## Work instructions
Without any pictures, copy the records below once more, exactly as they are.

━━━━━ Source records ━━━━━

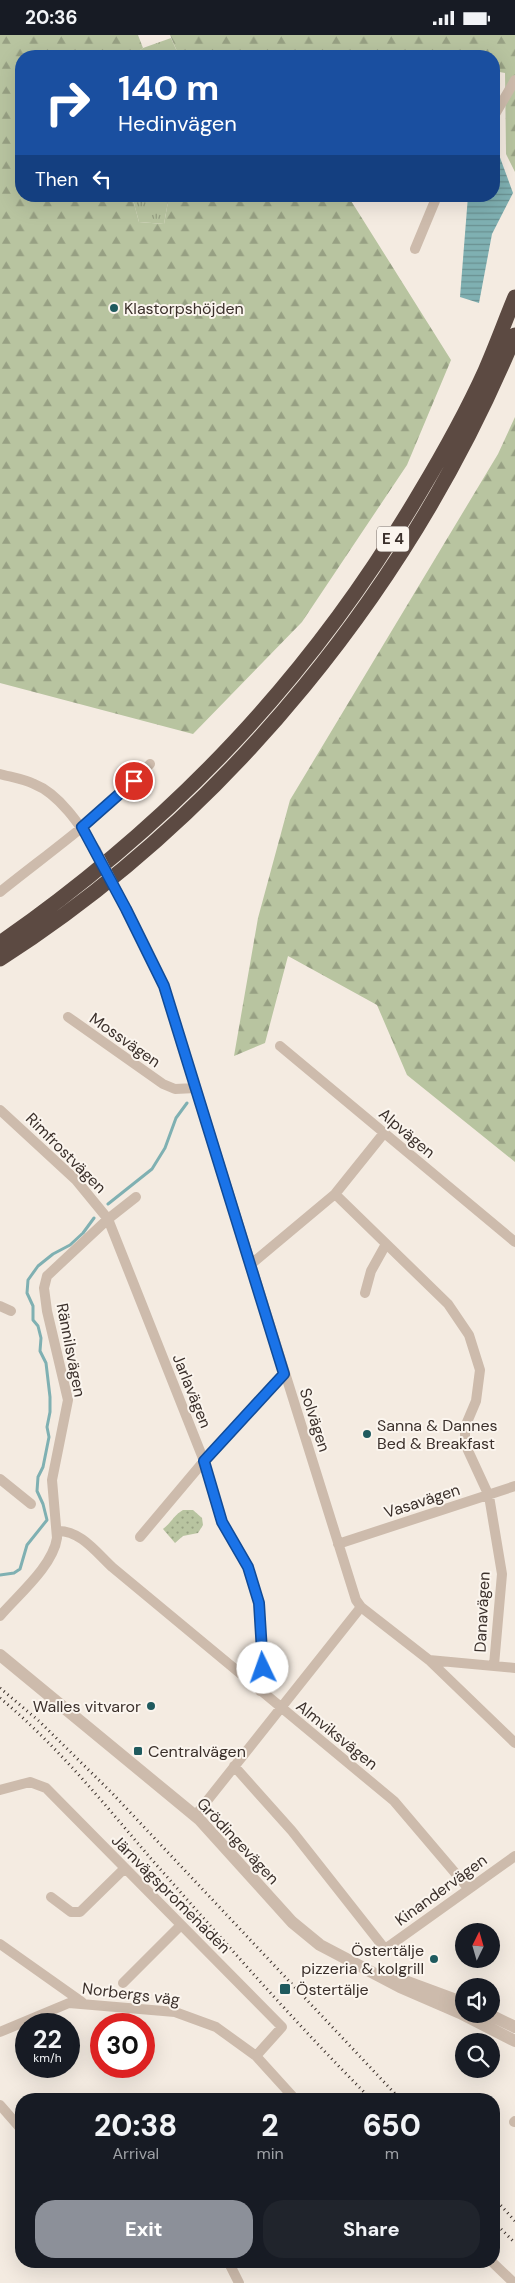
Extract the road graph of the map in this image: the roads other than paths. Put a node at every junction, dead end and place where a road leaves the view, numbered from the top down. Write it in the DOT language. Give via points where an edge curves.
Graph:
graph roads {
  1 [pos="515,80"];
  2 [pos="500,106"];
  3 [pos="435,202"];
  4 [pos="415,249"];
  5 [pos="515,297"];
  6 [pos="515,335"];
  7 [pos="150,764"];
  8 [pos="0,774"];
  9 [pos="82,827"];
  10 [pos="0,892"];
  11 [pos="0,943"];
  12 [pos="0,959"];
  13 [pos="68,1017"];
  14 [pos="280,1046"];
  15 [pos="196,1088"];
  16 [pos="0,1110"];
  17 [pos="384,1133"];
  18 [pos="335,1194"];
  19 [pos="136,1197"];
  20 [pos="108,1219"];
  21 [pos="515,1242"];
  22 [pos="386,1244"];
  23 [pos="250,1265"];
  24 [pos="364,1293"];
  25 [pos="0,1306"];
  26 [pos="11,1311"];
  27 [pos="284,1374"];
  28 [pos="204,1461"];
  29 [pos="0,1479"];
  30 [pos="515,1486"];
  31 [pos="489,1496"];
  32 [pos="31,1504"];
  33 [pos="57,1531"];
  34 [pos="140,1537"];
  35 [pos="338,1544"];
  36 [pos="361,1607"];
  37 [pos="0,1616"];
  38 [pos="0,1655"];
  39 [pos="429,1661"];
  40 [pos="494,1665"];
  41 [pos="515,1668"];
  42 [pos="260,1691"];
  43 [pos="280,1708"];
  44 [pos="515,1743"];
  45 [pos="234,1766"];
  46 [pos="0,1790"];
  47 [pos="195,1816"];
  48 [pos="515,1856"];
  49 [pos="125,1868"];
  50 [pos="468,1888"];
  51 [pos="51,1897"];
  52 [pos="182,1925"];
  53 [pos="0,1944"];
  54 [pos="363,1967"];
  55 [pos="124,1983"];
  56 [pos="455,1999"];
  57 [pos="82,2003"];
  58 [pos="500,2020"];
  59 [pos="515,2027"];
  60 [pos="0,2032"];
  61 [pos="515,2041"];
  62 [pos="256,2056"];
  63 [pos="289,2093"];
  64 [pos="0,2105"];
  65 [pos="15,2122"];
  66 [pos="232,2268"];
  67 [pos="499,2268"];
  68 [pos="239,2283"];
  69 [pos="514,2283"];
  1 -- 2 [label="street"];
  3 -- 4 [label="street"];
  5 -- 11 [label="highway, E 4" via="484,371 441,456 392,540 330,630 266,709 192,787 126,846"];
  6 -- 12 [label="highway, E 4" via="498,376 453,463 403,550 339,643 274,721 202,798 139,857 35,937"];
  7 -- 9 [label="street" via="127,789"];
  8 -- 9 [label="street, Solvägen" via="36,784 59,801"];
  9 -- 10 [label="street"];
  9 -- 15 [label="street, Solvägen, bridge" via="164,986"];
  13 -- 15 [label="street, Mossvägen" via="163,1084 175,1089"];
  14 -- 17 [label="street, Alpvägen"];
  15 -- 23 [label="street, Solvägen"];
  16 -- 20 [label="street, Rimfrostvägen" via="76,1180"];
  17 -- 18 [label="street"];
  17 -- 21 [label="street, Alpvägen"];
  18 -- 22 [label="street, Danavägen"];
  18 -- 23 [label="street"];
  19 -- 20 [label="street, Rännilsvägen"];
  20 -- 28 [label="street, Jarlavägen"];
  20 -- 33 [label="street, Rännilsvägen" via="47,1276 44,1289 68,1400 52,1480"];
  22 -- 24 [label="street" via="371,1271"];
  22 -- 31 [label="street, Danavägen" via="448,1304 469,1335 480,1370 476,1401 465,1427 465,1444"];
  23 -- 27 [label="street, Solvägen"];
  25 -- 26 [label="street"];
  27 -- 28 [label="street"];
  27 -- 35 [label="street, Solvägen"];
  28 -- 34 [label="street"];
  28 -- 42 [label="street, Jarlavägen" via="222,1522 248,1567 259,1603 263,1668"];
  29 -- 32 [label="street"];
  30 -- 31 [label="street, Vasavägen"];
  31 -- 35 [label="street, Vasavägen"];
  31 -- 40 [label="street, Danavägen" via="502,1574"];
  33 -- 37 [label="street, Rännilsvägen" via="53,1554"];
  33 -- 42 [label="street, Almviksvägen" via="66,1530 79,1536"];
  35 -- 36 [label="street, Solvägen"];
  36 -- 39 [label="street, Solvägen"];
  36 -- 43 [label="street"];
  38 -- 47 [label="street, Grödingevägen"];
  39 -- 40 [label="street"];
  39 -- 44 [label="street, Solvägen"];
  40 -- 41 [label="street"];
  42 -- 43 [label="street, Almviksvägen"];
  43 -- 45 [label="street"];
  43 -- 50 [label="street, Almviksvägen" via="394,1801"];
  45 -- 47 [label="street"];
  45 -- 50 [label="street, Kinandervägen" via="292,1831 385,1949"];
  46 -- 49 [label="street, Järnvägspromenaden" via="30,1782 46,1788"];
  47 -- 54 [label="street, Grödingevägen" via="292,1922 320,1945"];
  48 -- 50 [label="street, Kinandervägen"];
  49 -- 51 [label="street" via="80,1912 71,1913"];
  49 -- 52 [label="street, Järnvägspromenaden"];
  52 -- 55 [label="street"];
  52 -- 62 [label="street, Järnvägspromenaden" via="282,2027"];
  53 -- 57 [label="street"];
  54 -- 56 [label="street, Grödingevägen"];
  54 -- 61 [label="street, Grödingevägen"];
  57 -- 60 [label="street, Norbergs väg" via="69,2003"];
  57 -- 62 [label="street, Norbergs väg" via="175,2012 216,2027"];
  58 -- 59 [label="street"];
  62 -- 63 [label="street, Norbergs väg"];
  64 -- 65 [label="street"];
  66 -- 68 [label="street"];
  67 -- 69 [label="street"];
}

━━━━━

## Exercise solution
Extract the road graph of the map in this image: the roads other than paths. Put a node at every junction, dead end and place where a road leaves the view, numbered from the top down. Write it in the DOT language. Give via points where an edge curves.
Graph:
graph roads {
  1 [pos="515,80"];
  2 [pos="500,106"];
  3 [pos="435,202"];
  4 [pos="415,249"];
  5 [pos="515,297"];
  6 [pos="515,335"];
  7 [pos="150,764"];
  8 [pos="0,774"];
  9 [pos="82,827"];
  10 [pos="0,892"];
  11 [pos="0,943"];
  12 [pos="0,959"];
  13 [pos="68,1017"];
  14 [pos="280,1046"];
  15 [pos="196,1088"];
  16 [pos="0,1110"];
  17 [pos="384,1133"];
  18 [pos="335,1194"];
  19 [pos="136,1197"];
  20 [pos="108,1219"];
  21 [pos="515,1242"];
  22 [pos="386,1244"];
  23 [pos="250,1265"];
  24 [pos="364,1293"];
  25 [pos="0,1306"];
  26 [pos="11,1311"];
  27 [pos="284,1374"];
  28 [pos="204,1461"];
  29 [pos="0,1479"];
  30 [pos="515,1486"];
  31 [pos="489,1496"];
  32 [pos="31,1504"];
  33 [pos="57,1531"];
  34 [pos="140,1537"];
  35 [pos="338,1544"];
  36 [pos="361,1607"];
  37 [pos="0,1616"];
  38 [pos="0,1655"];
  39 [pos="429,1661"];
  40 [pos="494,1665"];
  41 [pos="515,1668"];
  42 [pos="260,1691"];
  43 [pos="280,1708"];
  44 [pos="515,1743"];
  45 [pos="234,1766"];
  46 [pos="0,1790"];
  47 [pos="195,1816"];
  48 [pos="515,1856"];
  49 [pos="125,1868"];
  50 [pos="468,1888"];
  51 [pos="51,1897"];
  52 [pos="182,1925"];
  53 [pos="0,1944"];
  54 [pos="363,1967"];
  55 [pos="124,1983"];
  56 [pos="455,1999"];
  57 [pos="82,2003"];
  58 [pos="500,2020"];
  59 [pos="515,2027"];
  60 [pos="0,2032"];
  61 [pos="515,2041"];
  62 [pos="256,2056"];
  63 [pos="289,2093"];
  64 [pos="0,2105"];
  65 [pos="15,2122"];
  66 [pos="232,2268"];
  67 [pos="499,2268"];
  68 [pos="239,2283"];
  69 [pos="514,2283"];
  1 -- 2 [label="street"];
  3 -- 4 [label="street"];
  5 -- 11 [label="highway, E 4" via="484,371 441,456 392,540 330,630 266,709 192,787 126,846"];
  6 -- 12 [label="highway, E 4" via="498,376 453,463 403,550 339,643 274,721 202,798 139,857 35,937"];
  7 -- 9 [label="street" via="127,789"];
  8 -- 9 [label="street, Solvägen" via="36,784 59,801"];
  9 -- 10 [label="street"];
  9 -- 15 [label="street, Solvägen, bridge" via="164,986"];
  13 -- 15 [label="street, Mossvägen" via="163,1084 175,1089"];
  14 -- 17 [label="street, Alpvägen"];
  15 -- 23 [label="street, Solvägen"];
  16 -- 20 [label="street, Rimfrostvägen" via="76,1180"];
  17 -- 18 [label="street"];
  17 -- 21 [label="street, Alpvägen"];
  18 -- 22 [label="street, Danavägen"];
  18 -- 23 [label="street"];
  19 -- 20 [label="street, Rännilsvägen"];
  20 -- 28 [label="street, Jarlavägen"];
  20 -- 33 [label="street, Rännilsvägen" via="47,1276 44,1289 68,1400 52,1480"];
  22 -- 24 [label="street" via="371,1271"];
  22 -- 31 [label="street, Danavägen" via="448,1304 469,1335 480,1370 476,1401 465,1427 465,1444"];
  23 -- 27 [label="street, Solvägen"];
  25 -- 26 [label="street"];
  27 -- 28 [label="street"];
  27 -- 35 [label="street, Solvägen"];
  28 -- 34 [label="street"];
  28 -- 42 [label="street, Jarlavägen" via="222,1522 248,1567 259,1603 263,1668"];
  29 -- 32 [label="street"];
  30 -- 31 [label="street, Vasavägen"];
  31 -- 35 [label="street, Vasavägen"];
  31 -- 40 [label="street, Danavägen" via="502,1574"];
  33 -- 37 [label="street, Rännilsvägen" via="53,1554"];
  33 -- 42 [label="street, Almviksvägen" via="66,1530 79,1536"];
  35 -- 36 [label="street, Solvägen"];
  36 -- 39 [label="street, Solvägen"];
  36 -- 43 [label="street"];
  38 -- 47 [label="street, Grödingevägen"];
  39 -- 40 [label="street"];
  39 -- 44 [label="street, Solvägen"];
  40 -- 41 [label="street"];
  42 -- 43 [label="street, Almviksvägen"];
  43 -- 45 [label="street"];
  43 -- 50 [label="street, Almviksvägen" via="394,1801"];
  45 -- 47 [label="street"];
  45 -- 50 [label="street, Kinandervägen" via="292,1831 385,1949"];
  46 -- 49 [label="street, Järnvägspromenaden" via="30,1782 46,1788"];
  47 -- 54 [label="street, Grödingevägen" via="292,1922 320,1945"];
  48 -- 50 [label="street, Kinandervägen"];
  49 -- 51 [label="street" via="80,1912 71,1913"];
  49 -- 52 [label="street, Järnvägspromenaden"];
  52 -- 55 [label="street"];
  52 -- 62 [label="street, Järnvägspromenaden" via="282,2027"];
  53 -- 57 [label="street"];
  54 -- 56 [label="street, Grödingevägen"];
  54 -- 61 [label="street, Grödingevägen"];
  57 -- 60 [label="street, Norbergs väg" via="69,2003"];
  57 -- 62 [label="street, Norbergs väg" via="175,2012 216,2027"];
  58 -- 59 [label="street"];
  62 -- 63 [label="street, Norbergs väg"];
  64 -- 65 [label="street"];
  66 -- 68 [label="street"];
  67 -- 69 [label="street"];
}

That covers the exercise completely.